Une mesure saluée par les ordres de médecins et de pharmaciens ainsi que les organisations syndicales de biologistes médicaux. Ils font néanmoins part de leur inquiétude sur la qualité des prélèvements ainsi permis car ils ne sont pas effectués par des biologistes médicaux. "Nous souhaitons cependant souligner le manque de concertation avec les représentants des biologistes médicaux en amont de ces mesures [...]. Nous insistons sur l'importance de la qualité des prélèvements à la pratique desquels nos équipes sont formées et compétentes pour assurer la fiabilité des tests effectués, comme le prouve l'accréditation exigée de nos structures", écrivent-ils dans une lettre à Olivier Véran, ministre des Solidarités et de la Santé. De son côté, le ministère des Armées finance un projet de développement d'un automate mobile, modulaire et connecté pour un dépistage par PCR en moins de trente minutes.
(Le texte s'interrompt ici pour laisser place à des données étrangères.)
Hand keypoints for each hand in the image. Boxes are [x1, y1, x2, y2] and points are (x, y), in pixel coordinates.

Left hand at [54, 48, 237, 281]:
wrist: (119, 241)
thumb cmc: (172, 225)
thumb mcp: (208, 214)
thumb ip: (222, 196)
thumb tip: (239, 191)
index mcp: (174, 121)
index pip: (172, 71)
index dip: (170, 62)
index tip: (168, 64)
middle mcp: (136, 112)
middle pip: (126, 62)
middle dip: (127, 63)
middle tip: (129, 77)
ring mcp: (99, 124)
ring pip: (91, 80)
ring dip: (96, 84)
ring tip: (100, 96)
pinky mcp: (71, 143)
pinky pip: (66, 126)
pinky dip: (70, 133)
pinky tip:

L'installation de plateforme en métropole comme en outre-mer devrait permettre d'avoir une capacité de dépistage de 45 000 tests par jour, en sus des 15 000 tests quotidiens des laboratoires hospitaliers et privés. Quant aux tests sérologiques, ils devraient être disponibles courant avril et leur évaluation est programmée pour la fin du mois, complète le conseil scientifique.

Une nouvelle doctrine de dépistage attendue

Le développement des capacités et l'arrivée de ces nouveaux tests imposent une modification de la doctrine d'utilisation selon le conseil scientifique. Ce dernier diffuse ainsi quatre recommandations concernant les professionnels de ville, les Ehpad, les prisons et les enquêtes séro-épidémiologiques pour mesurer le taux de pénétration du virus dans les territoires. "Ce déploiement opérationnel est urgent. Il permettra par ailleurs de tester et éventuellement de valider les stratégies innovantes de rendu des résultats et de "contact tracing" nécessaires durant la phase de déconfinement", estime le conseil scientifique. La diminution du nombre de cas Covid-19 grâce au confinement doit permettre une détection systématique des nouveaux cas. "Ceci permettra de disposer de chiffres fiables sur la progression de l'épidémie en amont du risque de saturation du secteur hospitalier", avance-t-il.